[TO DO] Find every line in the entries that holds the string "Write" and report it.

[Collected data]
+===+
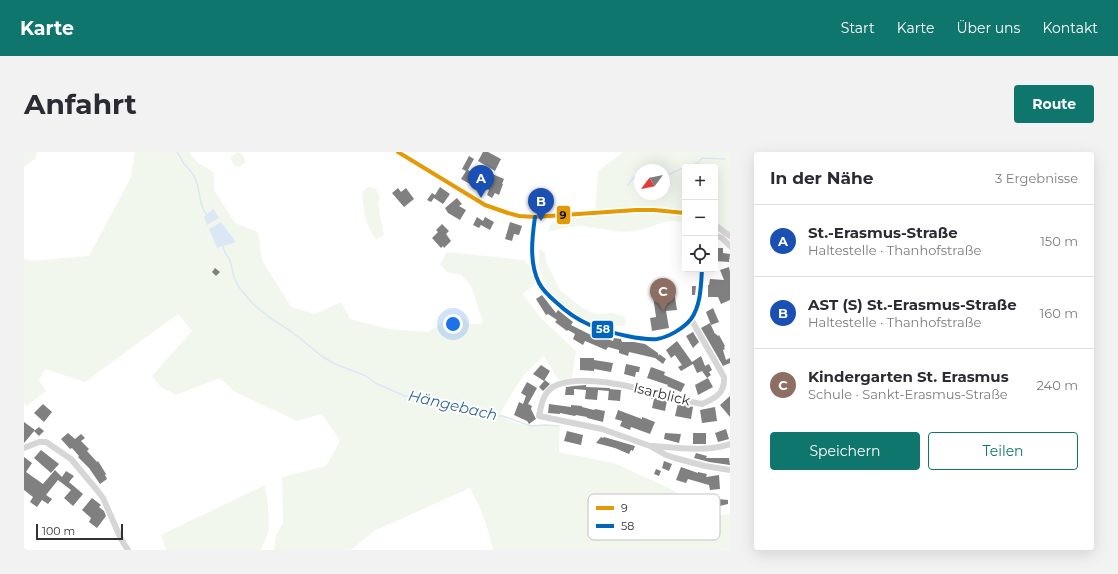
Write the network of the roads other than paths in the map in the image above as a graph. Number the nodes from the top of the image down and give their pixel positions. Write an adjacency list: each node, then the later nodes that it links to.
1 (398, 152): 3 (street)
2 (682, 213): 3 (street)
3 (536, 217): 9 (street)
4 (718, 227): 6 (street)
5 (717, 236): 7 (street)
6 (730, 236)
7 (730, 246)
8 (702, 272): 9 (street)
9 (691, 319): 11 (street, Isarblick)
10 (730, 444): 11 (street)
11 (650, 446): 13 (street)
12 (24, 448): 14 (street)
13 (730, 470)
14 (128, 550)

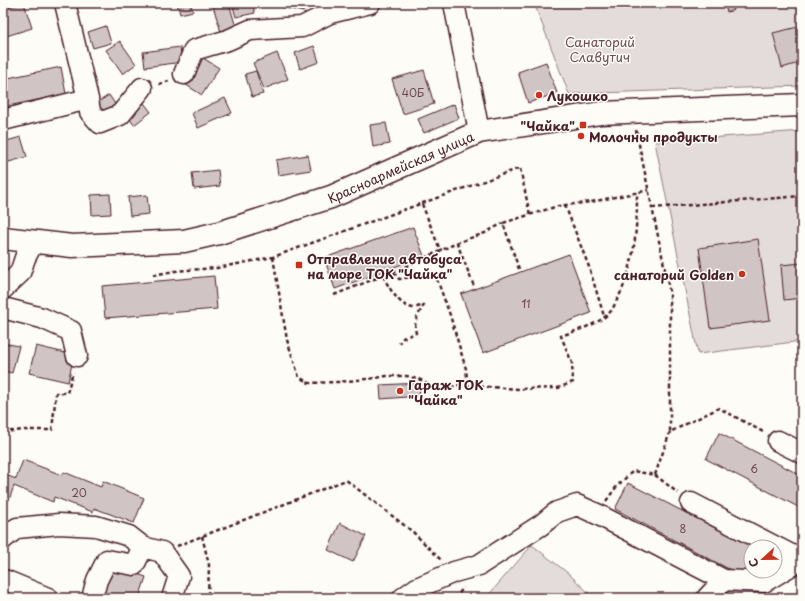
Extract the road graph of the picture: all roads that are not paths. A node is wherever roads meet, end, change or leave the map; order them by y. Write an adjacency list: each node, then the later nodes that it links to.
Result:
1 (65, 3): 7 (street)
2 (370, 3): 4 (street)
3 (454, 3): 10 (street)
4 (329, 8): 5 (street)
5 (184, 74)
6 (142, 88): 7 (street)
7 (88, 99): 9 (street)
8 (802, 105): 10 (main road, Красноармейская улица)
9 (3, 120)
10 (479, 132): 12 (main road, Красноармейская улица)
11 (3, 238): 12 (main road, Красноармейская улица)
12 (34, 241): 13 (street)
13 (3, 289)
14 (3, 308): 15 (street)
15 (77, 356)
16 (778, 441): 17 (street)
17 (802, 453)
18 (691, 503): 21 (street)
19 (3, 540): 20 (street)
20 (153, 550): 25 (street); 26 (street)
21 (801, 559): 23 (street)
22 (3, 580): 24 (street)
23 (724, 580): 27 (street); 28 (street)
24 (48, 598)
25 (92, 598)
26 (172, 598)
27 (404, 598)
28 (707, 598)

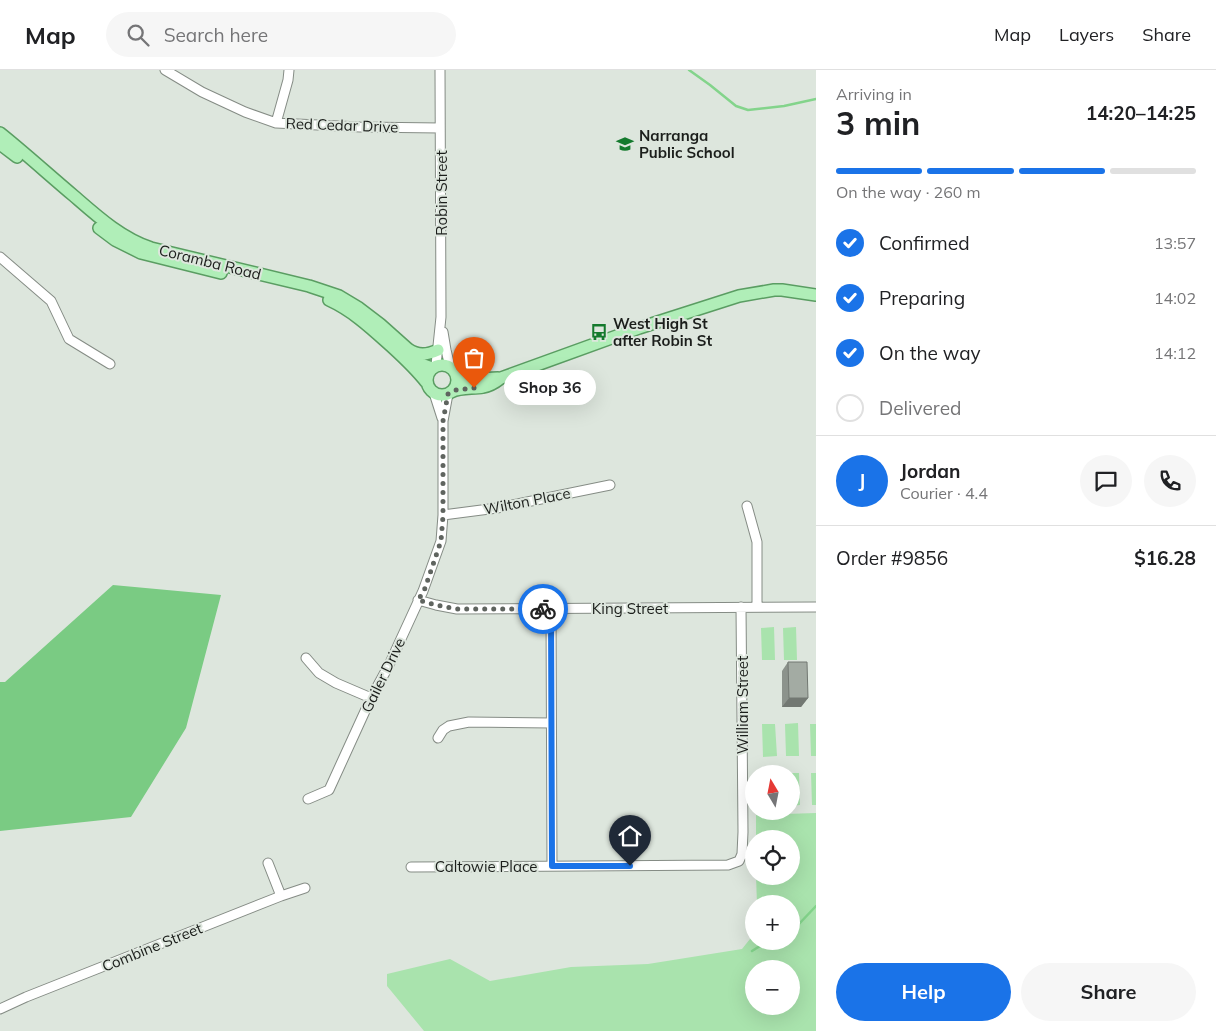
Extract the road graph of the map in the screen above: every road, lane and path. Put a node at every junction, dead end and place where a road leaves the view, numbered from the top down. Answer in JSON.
{"nodes":[{"id":1,"x":165,"y":70,"type":"edge"},
{"id":2,"x":289,"y":70,"type":"edge"},
{"id":3,"x":440,"y":70,"type":"edge"},
{"id":4,"x":276,"y":123,"type":"junction"},
{"id":5,"x":440,"y":128,"type":"junction"},
{"id":6,"x":0,"y":133,"type":"edge"},
{"id":7,"x":0,"y":144,"type":"edge"},
{"id":8,"x":0,"y":257,"type":"edge"},
{"id":9,"x":816,"y":295,"type":"edge"},
{"id":10,"x":441,"y":317,"type":"junction"},
{"id":11,"x":408,"y":349,"type":"junction"},
{"id":12,"x":438,"y":350,"type":"junction"},
{"id":13,"x":110,"y":364,"type":"dead end"},
{"id":14,"x":434,"y":367,"type":"junction"},
{"id":15,"x":450,"y":367,"type":"junction"},
{"id":16,"x":457,"y":378,"type":"junction"},
{"id":17,"x":501,"y":378,"type":"junction"},
{"id":18,"x":426,"y":382,"type":"junction"},
{"id":19,"x":434,"y":393,"type":"junction"},
{"id":20,"x":450,"y":393,"type":"junction"},
{"id":21,"x":443,"y":421,"type":"junction"},
{"id":22,"x":610,"y":485,"type":"dead end"},
{"id":23,"x":747,"y":506,"type":"dead end"},
{"id":24,"x":443,"y":516,"type":"junction"},
{"id":25,"x":418,"y":600,"type":"junction"},
{"id":26,"x":742,"y":607,"type":"junction"},
{"id":27,"x":757,"y":607,"type":"junction"},
{"id":28,"x":816,"y":607,"type":"edge"},
{"id":29,"x":551,"y":609,"type":"junction"},
{"id":30,"x":306,"y":658,"type":"dead end"},
{"id":31,"x":371,"y":698,"type":"junction"},
{"id":32,"x":551,"y":723,"type":"junction"},
{"id":33,"x":438,"y":738,"type":"dead end"},
{"id":34,"x":308,"y":799,"type":"dead end"},
{"id":35,"x":739,"y":861,"type":"joint"},
{"id":36,"x":268,"y":863,"type":"dead end"},
{"id":37,"x":411,"y":866,"type":"dead end"},
{"id":38,"x":552,"y":866,"type":"junction"},
{"id":39,"x":305,"y":888,"type":"dead end"},
{"id":40,"x":281,"y":896,"type":"junction"},
{"id":41,"x":0,"y":1009,"type":"edge"}],
"edges":[{"from":1,"to":4,"type":"street","name":"Red Cedar Drive"},
{"from":2,"to":4,"type":"street"},
{"from":3,"to":5,"type":"street","name":"Robin Street"},
{"from":4,"to":5,"type":"street","name":"Red Cedar Drive"},
{"from":5,"to":10,"type":"street","name":"Robin Street"},
{"from":6,"to":11,"type":"main road","name":"Coramba Road"},
{"from":7,"to":18,"type":"main road","name":"Coramba Road"},
{"from":8,"to":13,"type":"street"},
{"from":9,"to":17,"type":"main road"},
{"from":10,"to":12,"type":"street","name":"Robin Street"},
{"from":10,"to":15,"type":"street","name":"Robin Street"},
{"from":11,"to":12,"type":"main road"},
{"from":11,"to":14,"type":"main road","name":"Coramba Road"},
{"from":12,"to":14,"type":"street","name":"Robin Street"},
{"from":14,"to":15,"type":"main road"},
{"from":14,"to":18,"type":"main road"},
{"from":15,"to":16,"type":"main road"},
{"from":16,"to":17,"type":"main road"},
{"from":16,"to":20,"type":"main road"},
{"from":17,"to":20,"type":"main road"},
{"from":18,"to":19,"type":"main road"},
{"from":19,"to":20,"type":"main road"},
{"from":19,"to":21,"type":"street"},
{"from":20,"to":21,"type":"street"},
{"from":21,"to":24,"type":"street"},
{"from":22,"to":24,"type":"street","name":"Wilton Place"},
{"from":23,"to":27,"type":"street"},
{"from":24,"to":25,"type":"street"},
{"from":25,"to":29,"type":"street","name":"King Street"},
{"from":25,"to":31,"type":"street","name":"Gailer Drive"},
{"from":26,"to":27,"type":"street","name":"King Street"},
{"from":26,"to":29,"type":"street","name":"King Street"},
{"from":26,"to":35,"type":"street","name":"William Street"},
{"from":27,"to":28,"type":"street","name":"King Street"},
{"from":29,"to":32,"type":"street"},
{"from":30,"to":31,"type":"street"},
{"from":31,"to":34,"type":"street","name":"Gailer Drive"},
{"from":32,"to":33,"type":"street"},
{"from":32,"to":38,"type":"street"},
{"from":35,"to":38,"type":"street","name":"Caltowie Place"},
{"from":36,"to":40,"type":"street"},
{"from":37,"to":38,"type":"street","name":"Caltowie Place"},
{"from":39,"to":40,"type":"street","name":"Combine Street"},
{"from":40,"to":41,"type":"street","name":"Combine Street"}]}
+===+
[ANSWER SECTION]
Write the network of the roads other than paths in the map in the image above as a graph. Number the nodes from the top of the image down and give their pixel positions. Write an adjacency list: each node, then the later nodes that it links to.
Extract the road graph of the picture: all roads that are not paths. A node is wherever roads meet, end, change or leave the map; order them by y. Write an adjacency list: each node, then the later nodes that it links to.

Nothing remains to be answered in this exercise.